[Stored data entries]
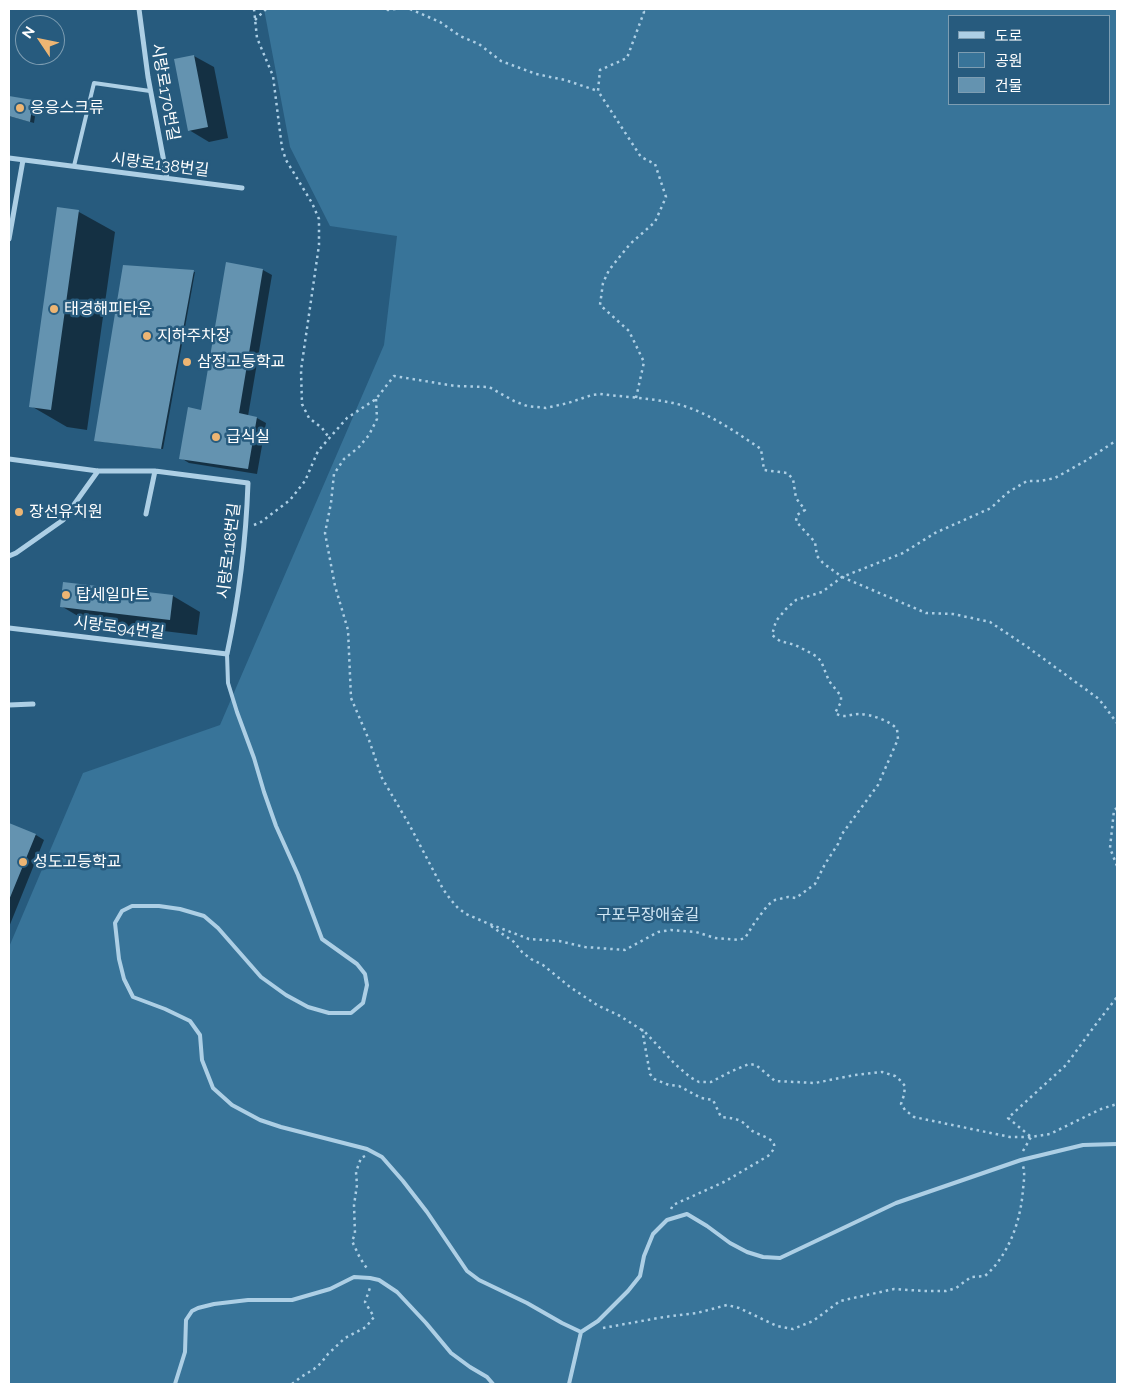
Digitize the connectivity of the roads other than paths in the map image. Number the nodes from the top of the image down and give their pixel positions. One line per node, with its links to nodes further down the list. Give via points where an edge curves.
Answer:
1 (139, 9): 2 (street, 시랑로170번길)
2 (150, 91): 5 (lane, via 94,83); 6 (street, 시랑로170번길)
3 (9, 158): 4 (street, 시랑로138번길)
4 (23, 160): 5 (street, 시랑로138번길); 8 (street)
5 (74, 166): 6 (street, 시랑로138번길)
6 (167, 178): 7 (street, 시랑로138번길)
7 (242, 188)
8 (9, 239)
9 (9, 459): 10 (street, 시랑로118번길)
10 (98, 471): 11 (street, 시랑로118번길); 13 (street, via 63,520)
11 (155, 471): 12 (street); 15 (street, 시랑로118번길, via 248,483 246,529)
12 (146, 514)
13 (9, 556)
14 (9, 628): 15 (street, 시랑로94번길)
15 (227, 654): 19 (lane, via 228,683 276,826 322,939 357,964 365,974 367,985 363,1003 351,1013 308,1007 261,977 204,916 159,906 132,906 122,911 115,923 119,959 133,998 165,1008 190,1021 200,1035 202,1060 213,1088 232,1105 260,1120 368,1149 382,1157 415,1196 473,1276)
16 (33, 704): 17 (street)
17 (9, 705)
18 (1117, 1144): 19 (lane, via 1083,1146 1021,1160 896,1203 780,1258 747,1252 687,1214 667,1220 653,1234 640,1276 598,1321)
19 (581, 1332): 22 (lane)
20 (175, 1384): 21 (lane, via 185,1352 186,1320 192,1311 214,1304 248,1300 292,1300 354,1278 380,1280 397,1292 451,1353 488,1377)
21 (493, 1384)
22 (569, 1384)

- How to complete this task: An exact, picture-free copy of the entries is required.

- Written response:
Digitize the connectivity of the roads other than paths in the map image. Number the nodes from the top of the image down and give their pixel positions. One line per node, with its links to nodes further down the list. Give via points where an edge curves.
Answer:
1 (139, 9): 2 (street, 시랑로170번길)
2 (150, 91): 5 (lane, via 94,83); 6 (street, 시랑로170번길)
3 (9, 158): 4 (street, 시랑로138번길)
4 (23, 160): 5 (street, 시랑로138번길); 8 (street)
5 (74, 166): 6 (street, 시랑로138번길)
6 (167, 178): 7 (street, 시랑로138번길)
7 (242, 188)
8 (9, 239)
9 (9, 459): 10 (street, 시랑로118번길)
10 (98, 471): 11 (street, 시랑로118번길); 13 (street, via 63,520)
11 (155, 471): 12 (street); 15 (street, 시랑로118번길, via 248,483 246,529)
12 (146, 514)
13 (9, 556)
14 (9, 628): 15 (street, 시랑로94번길)
15 (227, 654): 19 (lane, via 228,683 276,826 322,939 357,964 365,974 367,985 363,1003 351,1013 308,1007 261,977 204,916 159,906 132,906 122,911 115,923 119,959 133,998 165,1008 190,1021 200,1035 202,1060 213,1088 232,1105 260,1120 368,1149 382,1157 415,1196 473,1276)
16 (33, 704): 17 (street)
17 (9, 705)
18 (1117, 1144): 19 (lane, via 1083,1146 1021,1160 896,1203 780,1258 747,1252 687,1214 667,1220 653,1234 640,1276 598,1321)
19 (581, 1332): 22 (lane)
20 (175, 1384): 21 (lane, via 185,1352 186,1320 192,1311 214,1304 248,1300 292,1300 354,1278 380,1280 397,1292 451,1353 488,1377)
21 (493, 1384)
22 (569, 1384)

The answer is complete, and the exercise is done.